To date, neither HOB nor any other third party publishers have used these maps outside of FF1. This is unfortunate, because they are useful for a variety of other circumstances.
The scenarios themselves are not as successful as the maps. To begin with, they all use the “crew-served SW” grudge rules that debuted in Neither Fear Nor Hope. These rules, which penalize players for not using crews to man MMG, HMG, and MTRs, are in these scenarios not because there is anything particular to these scenarios which require such a rule, but rather simply because Steven Swann (& Co.) are unhappy with the official rules on this subject. The rules have not been very popular.
Moreover, all the scenarios have simultaneous setup rules, where players set up at the same time with a board between them so they cannot see how the other player is setting up. The rationale for simultaneous setup was because the designers thought the scenarios were too small to allow the attacking player to know, prior to setting up, what the defender setup looked like; this would give the attacker an advantage. However, this sort of simultaneous setup actually penalizes the defender by making him unable to see half the map, and thus adequately defend against likely attacker approach paths. Additionally, it greatly favors someone who has played the scenario before.
Lastly, all the scenarios feature “variable reinforcements.” In each scenario, both players make a pre-game DR to determine the composition of a small reinforcement group. Unfortunately, there is sometimes a wide range between the quality of the different results.
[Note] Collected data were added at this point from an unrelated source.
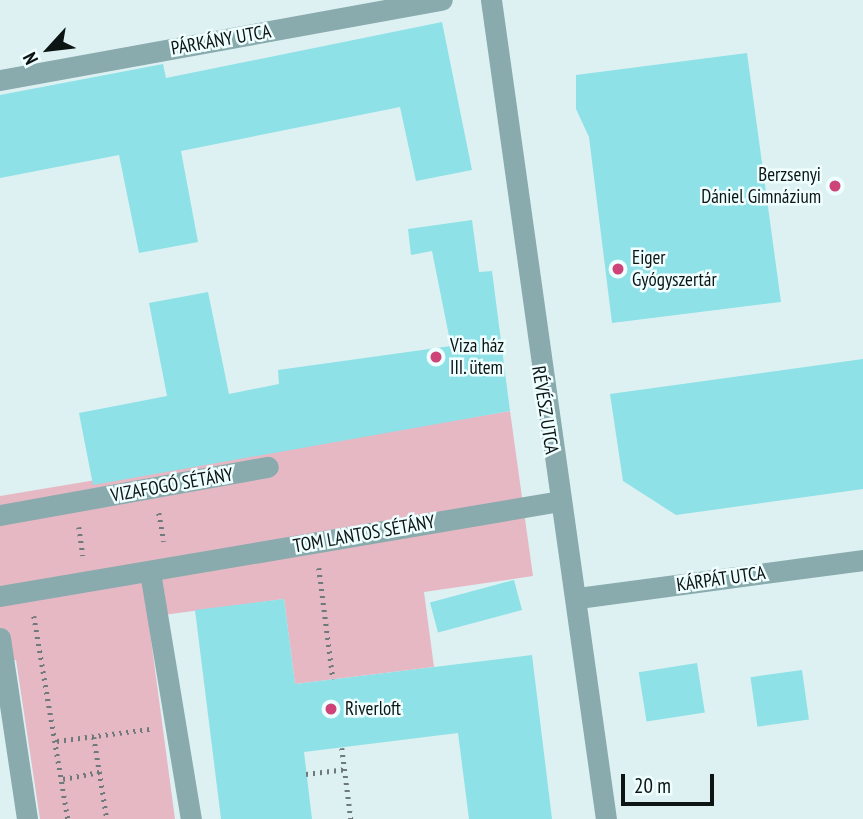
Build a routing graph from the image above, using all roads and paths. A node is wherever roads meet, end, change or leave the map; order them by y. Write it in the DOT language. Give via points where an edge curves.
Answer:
graph roads {
  1 [pos="442,0"];
  2 [pos="491,0"];
  3 [pos="388,5"];
  4 [pos="0,80"];
  5 [pos="268,467"];
  6 [pos="155,488"];
  7 [pos="560,501"];
  8 [pos="75,502"];
  9 [pos="0,515"];
  10 [pos="316,542"];
  11 [pos="863,560"];
  12 [pos="159,571"];
  13 [pos="86,580"];
  14 [pos="29,591"];
  15 [pos="0,596"];
  16 [pos="578,598"];
  17 [pos="0,638"];
  18 [pos="333,679"];
  19 [pos="175,726"];
  20 [pos="94,737"];
  21 [pos="57,741"];
  22 [pos="342,748"];
  23 [pos="345,769"];
  24 [pos="99,772"];
  25 [pos="306,774"];
  26 [pos="62,779"];
  27 [pos="27,819"];
  28 [pos="68,819"];
  29 [pos="107,819"];
  30 [pos="191,819"];
  31 [pos="351,819"];
  32 [pos="606,819"];
  1 -- 3 [label="street, PÁRKÁNY UTCA"];
  2 -- 7 [label="street, RÉVÉSZ UTCA"];
  3 -- 4 [label="street, PÁRKÁNY UTCA"];
  5 -- 6 [label="street, VIZAFOGÓ SÉTÁNY"];
  6 -- 8 [label="street, VIZAFOGÓ SÉTÁNY"];
  6 -- 12 [label="path"];
  7 -- 10 [label="street, TOM LANTOS SÉTÁNY"];
  7 -- 16 [label="street, RÉVÉSZ UTCA"];
  8 -- 9 [label="street, VIZAFOGÓ SÉTÁNY"];
  8 -- 13 [label="path"];
  10 -- 12 [label="street, TOM LANTOS SÉTÁNY"];
  10 -- 18 [label="path"];
  11 -- 16 [label="street, KÁRPÁT UTCA"];
  12 -- 13 [label="street, TOM LANTOS SÉTÁNY"];
  12 -- 19 [label="street"];
  13 -- 14 [label="street, TOM LANTOS SÉTÁNY"];
  14 -- 15 [label="street, TOM LANTOS SÉTÁNY"];
  14 -- 21 [label="path"];
  16 -- 32 [label="street, RÉVÉSZ UTCA"];
  17 -- 27 [label="street"];
  19 -- 20 [label="path"];
  19 -- 30 [label="street"];
  20 -- 21 [label="path"];
  20 -- 24 [label="path"];
  21 -- 26 [label="path"];
  22 -- 23 [label="path"];
  23 -- 25 [label="path"];
  23 -- 31 [label="path"];
  24 -- 26 [label="path"];
  24 -- 29 [label="path"];
  26 -- 28 [label="path"];
}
In one of the scenarios, one DR may net the U.S. player 2 Sherman tanks, while another may bring it only a squad, a crew, and a MMG. Because these scenarios are all extremely small to begin with (a typical scenario might pit 5 squads against 4 squads with a vehicle or two thrown in, not counting the reinforcements), the result is that all the scenarios in FF1 are extremely dicey.
It is really hard to balance adequately such small scenarios, even without variable reinforcements thrown into the mix, and unfortunately, the scenarios in FF1 have balance problems. A decade after their release, the ROAR play results of four of the scenarios give strong indications of being quite unbalanced. One scenario, FF4 (Walk in the Woods) may be balanced, while one scenario, FF6 (Night Ferry), just hasn’t had enough playings.
The use of a variety of small non-geomorphic maps in a scenario pack is an excellent and innovative idea (although 11″ x 17″ maps might be better). However, some of the other ideas included in FF1, including very small scenarios, variable reinforcements, simultaneous setup, and crew served SW, may not be equally good. It would be great if in future releases HOB could keep the small map concept, but not be locked into such a rigid scenario structure format. There is no reason why all the scenarios have to be the same size, have variable reinforcements, and so forth.
This scenario pack is only for completists.